* **INSTRUCTIONS FOR THE TASK**
Only one thing is required: the number of lines in the entries below that contain "nodes".

* **DATA LISTING**
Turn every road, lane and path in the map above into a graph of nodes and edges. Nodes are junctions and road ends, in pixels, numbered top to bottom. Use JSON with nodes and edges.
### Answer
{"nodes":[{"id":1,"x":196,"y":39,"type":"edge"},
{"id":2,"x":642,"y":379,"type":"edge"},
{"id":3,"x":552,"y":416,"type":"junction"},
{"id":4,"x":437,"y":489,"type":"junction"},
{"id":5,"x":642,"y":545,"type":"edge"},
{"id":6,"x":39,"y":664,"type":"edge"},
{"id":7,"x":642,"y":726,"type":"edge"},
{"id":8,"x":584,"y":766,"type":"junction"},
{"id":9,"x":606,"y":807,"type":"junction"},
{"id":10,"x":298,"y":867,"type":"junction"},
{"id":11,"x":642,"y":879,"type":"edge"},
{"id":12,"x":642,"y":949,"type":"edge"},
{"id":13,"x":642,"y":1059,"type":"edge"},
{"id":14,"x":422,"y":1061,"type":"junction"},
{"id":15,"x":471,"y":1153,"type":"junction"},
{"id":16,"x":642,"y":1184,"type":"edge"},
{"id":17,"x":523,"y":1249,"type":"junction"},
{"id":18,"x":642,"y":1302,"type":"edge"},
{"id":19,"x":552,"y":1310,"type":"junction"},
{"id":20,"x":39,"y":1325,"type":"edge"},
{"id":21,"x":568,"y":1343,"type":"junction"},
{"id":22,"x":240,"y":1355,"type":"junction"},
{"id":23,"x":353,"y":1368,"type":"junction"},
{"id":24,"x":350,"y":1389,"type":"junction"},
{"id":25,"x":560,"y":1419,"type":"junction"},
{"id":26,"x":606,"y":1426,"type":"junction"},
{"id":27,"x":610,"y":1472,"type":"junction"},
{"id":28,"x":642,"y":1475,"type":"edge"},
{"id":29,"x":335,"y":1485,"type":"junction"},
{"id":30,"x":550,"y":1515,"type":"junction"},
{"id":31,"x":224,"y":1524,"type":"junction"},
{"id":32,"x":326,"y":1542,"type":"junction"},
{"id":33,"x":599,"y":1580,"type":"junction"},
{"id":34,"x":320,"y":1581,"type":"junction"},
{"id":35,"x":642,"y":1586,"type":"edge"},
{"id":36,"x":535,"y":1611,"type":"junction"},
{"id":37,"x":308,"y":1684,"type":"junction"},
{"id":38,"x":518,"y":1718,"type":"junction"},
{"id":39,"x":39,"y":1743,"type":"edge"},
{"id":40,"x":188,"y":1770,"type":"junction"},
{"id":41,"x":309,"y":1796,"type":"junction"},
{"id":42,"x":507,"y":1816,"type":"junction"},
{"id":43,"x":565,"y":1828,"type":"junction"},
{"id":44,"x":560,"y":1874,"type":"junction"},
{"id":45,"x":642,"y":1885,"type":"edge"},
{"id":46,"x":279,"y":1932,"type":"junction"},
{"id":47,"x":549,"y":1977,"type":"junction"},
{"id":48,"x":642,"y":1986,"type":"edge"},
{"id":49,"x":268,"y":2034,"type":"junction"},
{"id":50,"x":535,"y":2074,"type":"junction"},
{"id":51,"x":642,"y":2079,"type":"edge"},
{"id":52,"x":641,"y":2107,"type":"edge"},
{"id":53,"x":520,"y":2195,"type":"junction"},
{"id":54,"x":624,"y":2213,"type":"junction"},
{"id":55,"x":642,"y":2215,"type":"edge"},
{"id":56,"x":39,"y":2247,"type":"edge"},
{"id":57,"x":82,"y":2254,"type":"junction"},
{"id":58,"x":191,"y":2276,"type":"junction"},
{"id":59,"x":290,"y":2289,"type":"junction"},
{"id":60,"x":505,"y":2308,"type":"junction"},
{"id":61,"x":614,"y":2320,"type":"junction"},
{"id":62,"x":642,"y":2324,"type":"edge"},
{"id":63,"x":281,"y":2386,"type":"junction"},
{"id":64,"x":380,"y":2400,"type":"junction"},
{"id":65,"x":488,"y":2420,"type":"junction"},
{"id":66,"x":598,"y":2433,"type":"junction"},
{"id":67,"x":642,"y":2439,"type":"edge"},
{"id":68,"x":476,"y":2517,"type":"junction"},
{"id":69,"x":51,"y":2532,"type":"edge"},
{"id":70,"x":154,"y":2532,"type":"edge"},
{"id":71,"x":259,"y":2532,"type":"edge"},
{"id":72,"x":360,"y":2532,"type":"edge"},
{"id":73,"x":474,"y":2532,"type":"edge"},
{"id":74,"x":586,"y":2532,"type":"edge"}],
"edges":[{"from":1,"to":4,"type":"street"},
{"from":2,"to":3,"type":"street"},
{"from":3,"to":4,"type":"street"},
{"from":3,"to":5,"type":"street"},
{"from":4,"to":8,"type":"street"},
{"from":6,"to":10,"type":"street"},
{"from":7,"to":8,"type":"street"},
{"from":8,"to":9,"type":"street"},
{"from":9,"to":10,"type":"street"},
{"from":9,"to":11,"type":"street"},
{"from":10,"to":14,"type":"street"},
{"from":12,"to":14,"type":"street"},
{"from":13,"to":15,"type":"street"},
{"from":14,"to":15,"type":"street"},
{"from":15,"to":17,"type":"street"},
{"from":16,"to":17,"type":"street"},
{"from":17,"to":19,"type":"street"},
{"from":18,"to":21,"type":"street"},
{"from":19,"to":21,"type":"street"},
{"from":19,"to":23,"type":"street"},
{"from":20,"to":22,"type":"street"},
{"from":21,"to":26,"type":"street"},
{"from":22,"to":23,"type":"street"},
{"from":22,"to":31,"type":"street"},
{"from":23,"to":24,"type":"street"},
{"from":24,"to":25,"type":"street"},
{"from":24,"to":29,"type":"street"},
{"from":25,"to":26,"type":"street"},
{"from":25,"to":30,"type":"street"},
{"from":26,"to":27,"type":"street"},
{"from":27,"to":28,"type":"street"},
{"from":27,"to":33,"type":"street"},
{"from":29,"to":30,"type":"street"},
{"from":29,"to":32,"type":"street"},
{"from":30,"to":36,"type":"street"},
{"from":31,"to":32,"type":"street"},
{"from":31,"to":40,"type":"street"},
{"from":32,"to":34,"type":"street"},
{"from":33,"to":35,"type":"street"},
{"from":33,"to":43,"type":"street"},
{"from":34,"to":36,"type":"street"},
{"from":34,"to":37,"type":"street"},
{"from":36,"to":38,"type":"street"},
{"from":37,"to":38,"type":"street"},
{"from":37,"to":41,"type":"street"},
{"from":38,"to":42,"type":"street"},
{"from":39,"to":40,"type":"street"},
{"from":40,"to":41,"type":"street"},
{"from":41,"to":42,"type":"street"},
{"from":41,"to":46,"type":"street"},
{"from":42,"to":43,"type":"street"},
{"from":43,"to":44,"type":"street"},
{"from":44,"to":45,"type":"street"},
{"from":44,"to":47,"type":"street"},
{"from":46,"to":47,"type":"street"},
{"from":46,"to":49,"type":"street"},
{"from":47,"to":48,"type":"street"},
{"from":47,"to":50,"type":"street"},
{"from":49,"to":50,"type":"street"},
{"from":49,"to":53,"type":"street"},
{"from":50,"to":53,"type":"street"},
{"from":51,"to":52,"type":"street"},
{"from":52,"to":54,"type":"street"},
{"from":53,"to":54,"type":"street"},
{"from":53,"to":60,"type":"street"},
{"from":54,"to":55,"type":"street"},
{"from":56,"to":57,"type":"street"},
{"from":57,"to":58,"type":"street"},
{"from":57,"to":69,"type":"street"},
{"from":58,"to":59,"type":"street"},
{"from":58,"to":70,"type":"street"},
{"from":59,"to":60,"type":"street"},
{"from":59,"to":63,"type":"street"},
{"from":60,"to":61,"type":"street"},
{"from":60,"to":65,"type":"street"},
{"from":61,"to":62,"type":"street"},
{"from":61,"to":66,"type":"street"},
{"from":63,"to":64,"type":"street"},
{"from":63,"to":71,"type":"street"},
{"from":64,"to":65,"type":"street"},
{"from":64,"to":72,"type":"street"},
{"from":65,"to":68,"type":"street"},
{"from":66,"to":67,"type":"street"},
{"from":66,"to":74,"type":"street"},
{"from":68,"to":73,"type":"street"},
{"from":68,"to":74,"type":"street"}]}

* **SOLUTION TO THIS EXERCISE**
2